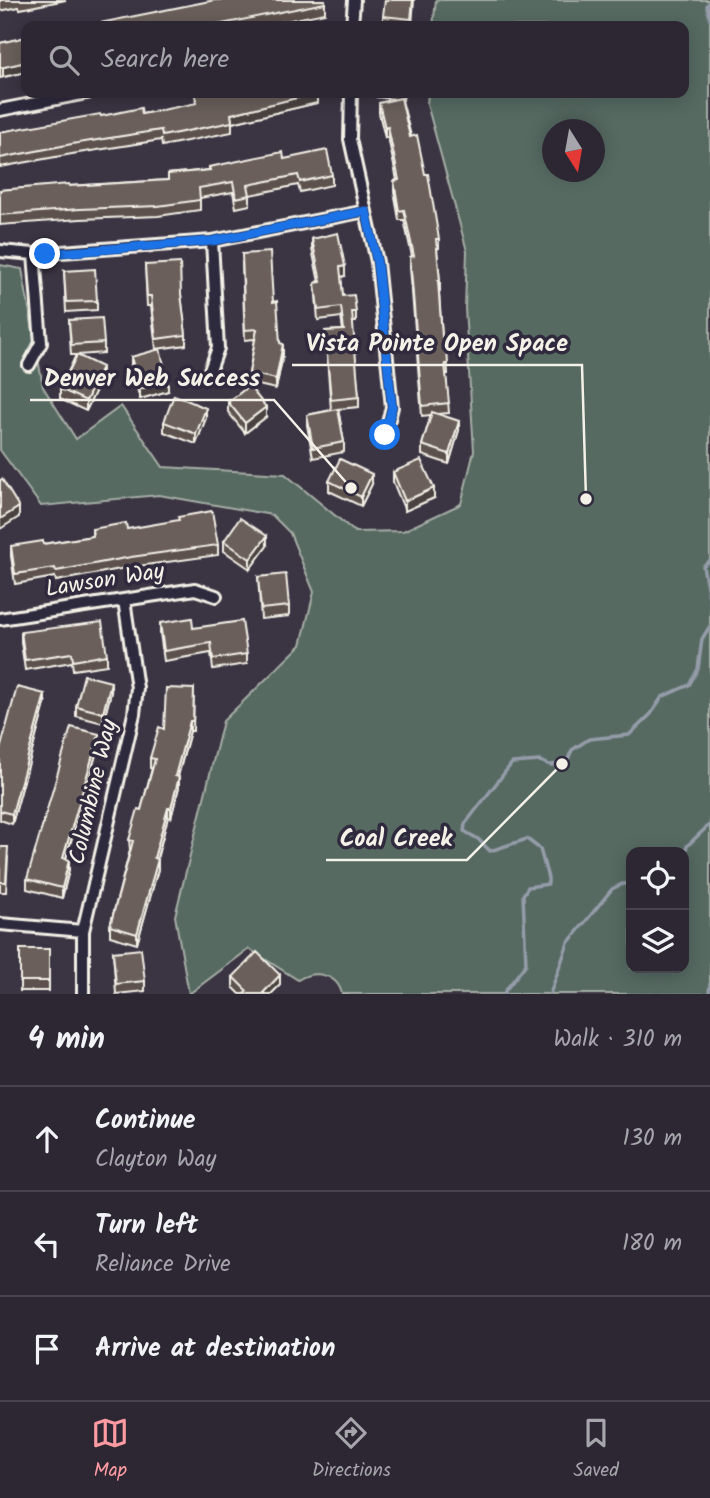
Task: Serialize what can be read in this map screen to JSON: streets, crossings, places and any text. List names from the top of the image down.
{
  "streets": {
    "street": ["Lawson Way", "Columbine Way"]
  },
  "crossings": [
    ["Lawson Way", "Columbine Way"]
  ],
  "places": ["Denver Web Success", "Vista Pointe Open Space", "Coal Creek"],
  "north": "bottom",
  "page": {
    "search": "Search here",
    "heading": ["4 min", "Walk · 310 m"],
    "list": [
      ["Continue", "Clayton Way", "130 m"],
      ["Turn left", "Reliance Drive", "180 m"],
      "Arrive at destination"
    ],
    "nav": ["Map", "Directions", "Saved"]
  }
}
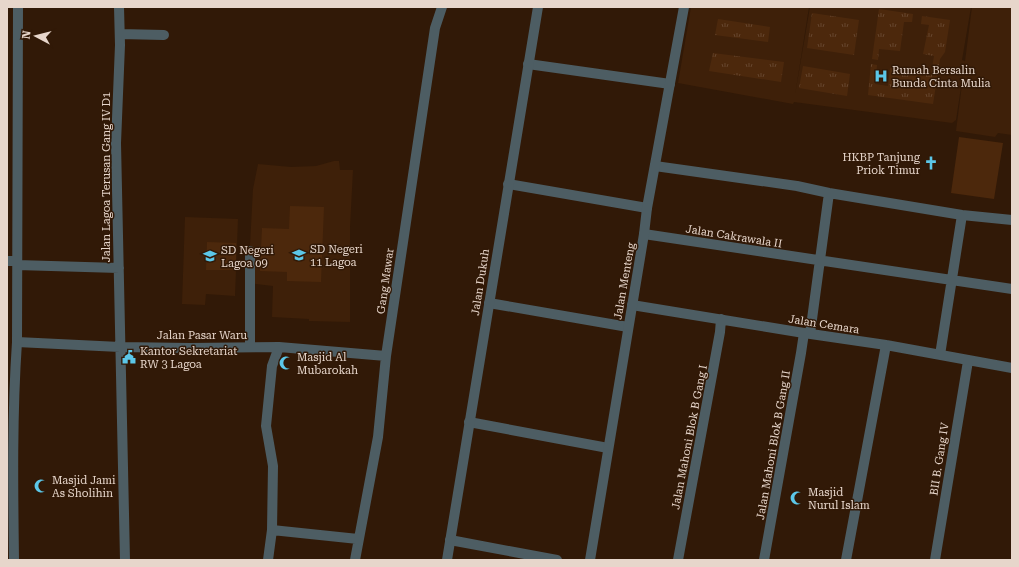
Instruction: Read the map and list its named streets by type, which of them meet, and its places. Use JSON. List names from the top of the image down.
{
  "streets": {
    "street": [
      "Jalan Lagoa Terusan Gang IV D1",
      "Jalan Cakrawala II",
      "Gang Mawar",
      "Jalan Menteng",
      "Jalan Dukuh",
      "Jalan Cemara",
      "Jalan Pasar Waru",
      "Jalan Mahoni Blok B Gang I",
      "Jalan Mahoni Blok B Gang II",
      "BII B. Gang IV"
    ]
  },
  "crossings": [
    ["Jalan Lagoa Terusan Gang IV D1", "Jalan Pasar Waru"],
    ["Jalan Cakrawala II", "Jalan Menteng"],
    ["Gang Mawar", "Jalan Pasar Waru"],
    ["Jalan Menteng", "Jalan Cemara"],
    ["Jalan Cemara", "Jalan Mahoni Blok B Gang I"],
    ["Jalan Cemara", "Jalan Mahoni Blok B Gang II"],
    ["Jalan Cemara", "BII B. Gang IV"]
  ],
  "places": {
    "hospital": ["Rumah Bersalin Bunda Cinta Mulia"],
    "church": ["HKBP Tanjung Priok Timur"],
    "school or university": ["SD Negeri 11 Lagoa", "SD Negeri Lagoa 09"],
    "public building": ["Kantor Sekretariat RW 3 Lagoa"],
    "mosque": ["Masjid Al Mubarokah", "Masjid Jami As Sholihin", "Masjid Nurul Islam"]
  },
  "north": "left"
}
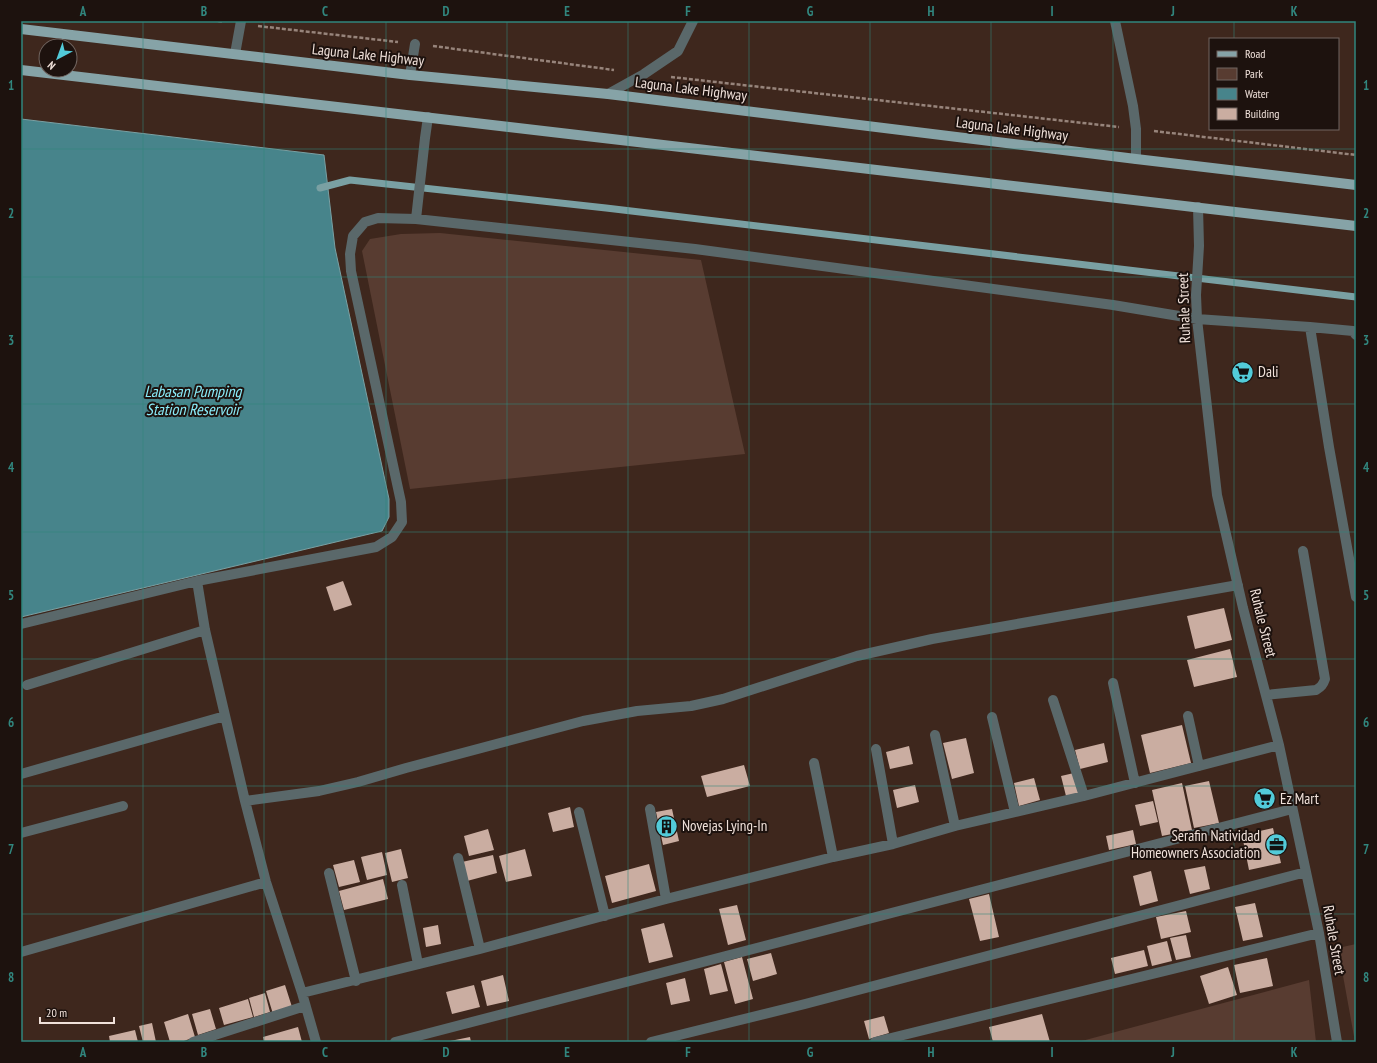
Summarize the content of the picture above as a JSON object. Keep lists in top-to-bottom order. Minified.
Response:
{"streets":{"main road":["Laguna Lake Highway"],"street":["Ruhale Street"]},"water":["Labasan Pumping Station Reservoir"],"places":{"supermarket":["Dali","Ez Mart"],"building":["Novejas Lying-In"],"office":["Serafin Natividad Homeowners Association"]},"legend":["Road","Park","Water","Building"],"scale_bar":"20 m","north":"bottom left","grid":{"columns":["A","B","C","D","E","F","G","H","I","J","K"],"rows":["1","2","3","4","5","6","7","8"]}}
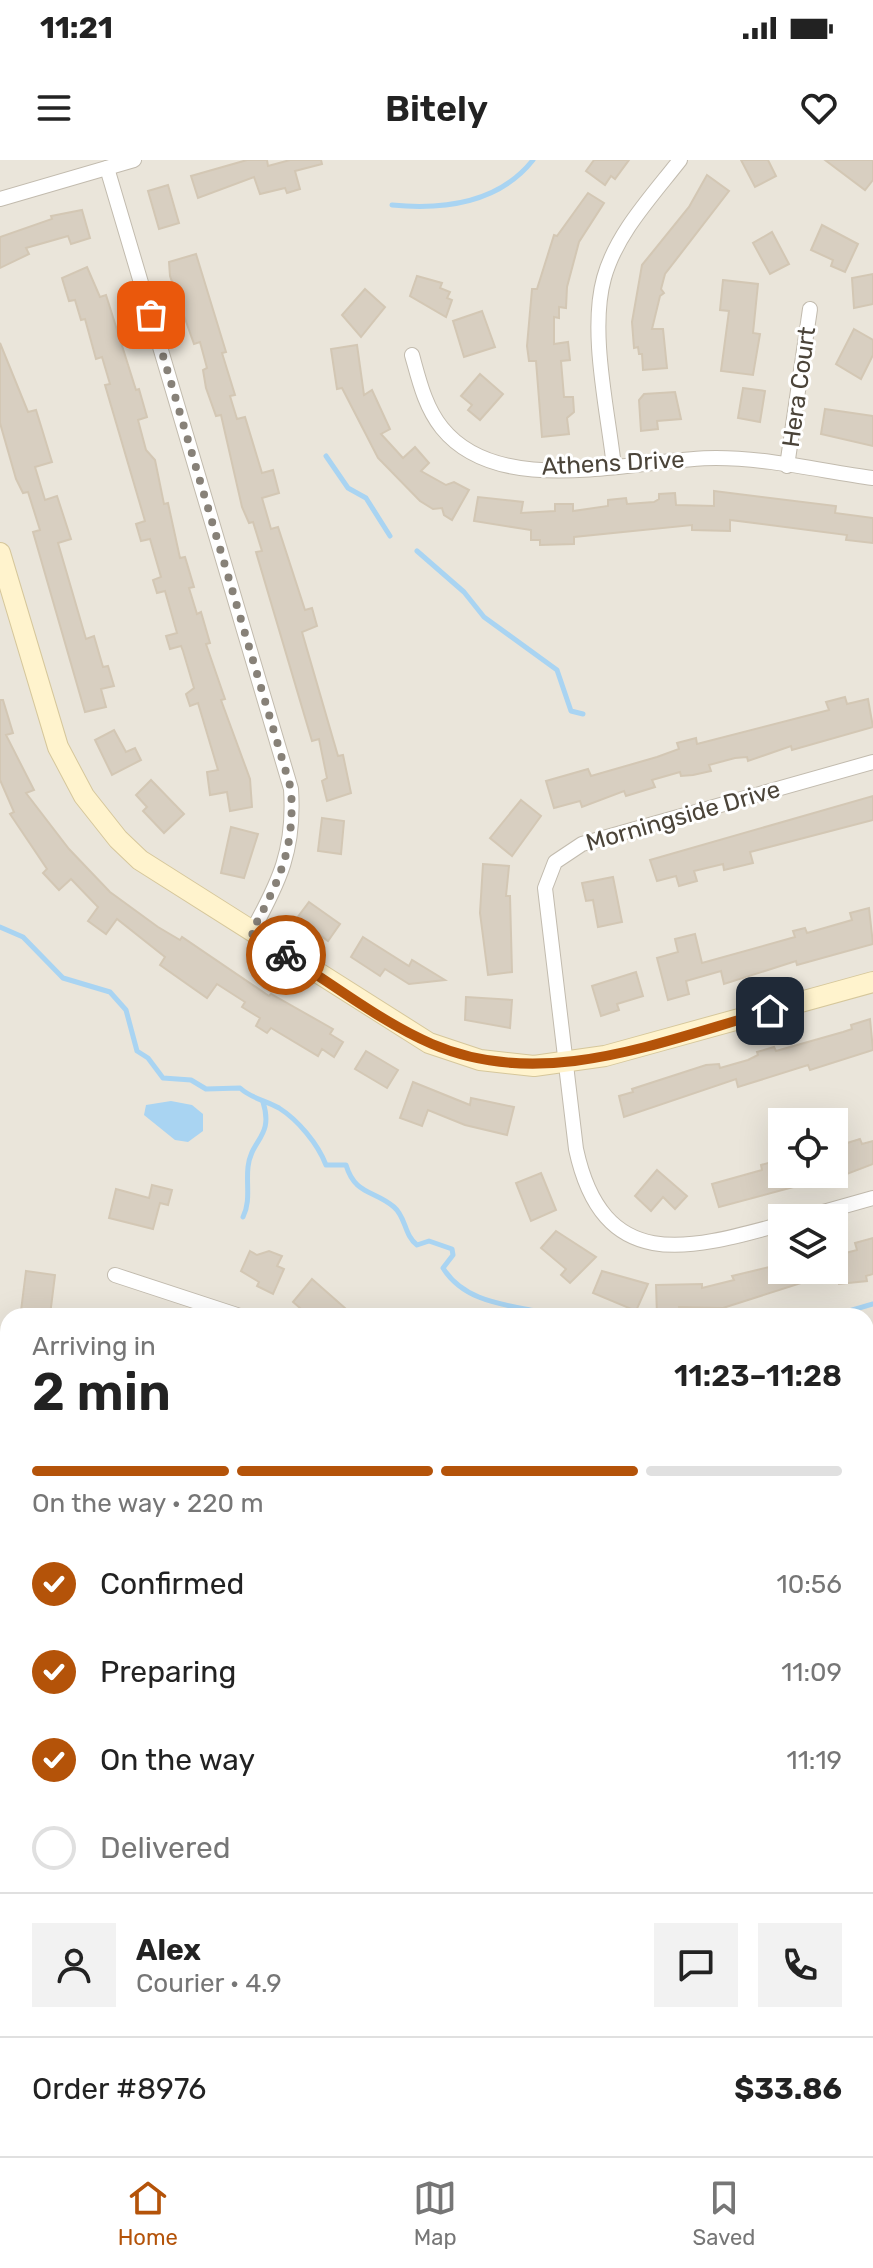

:::::

▶ [Task prompt]:
All that is wanted is the lines from the one holding "Summarize the content" through the end of the material, duplicated exactly, with no pictures.

▶ [Response for this exercise]:
Summarize the content of the picture above as a JSON object. Keep lists in top-to-bottom order. Minified.
Response:
{"streets":{"main road":["Laguna Lake Highway"],"street":["Ruhale Street"]},"water":["Labasan Pumping Station Reservoir"],"places":{"supermarket":["Dali","Ez Mart"],"building":["Novejas Lying-In"],"office":["Serafin Natividad Homeowners Association"]},"legend":["Road","Park","Water","Building"],"scale_bar":"20 m","north":"bottom left","grid":{"columns":["A","B","C","D","E","F","G","H","I","J","K"],"rows":["1","2","3","4","5","6","7","8"]}}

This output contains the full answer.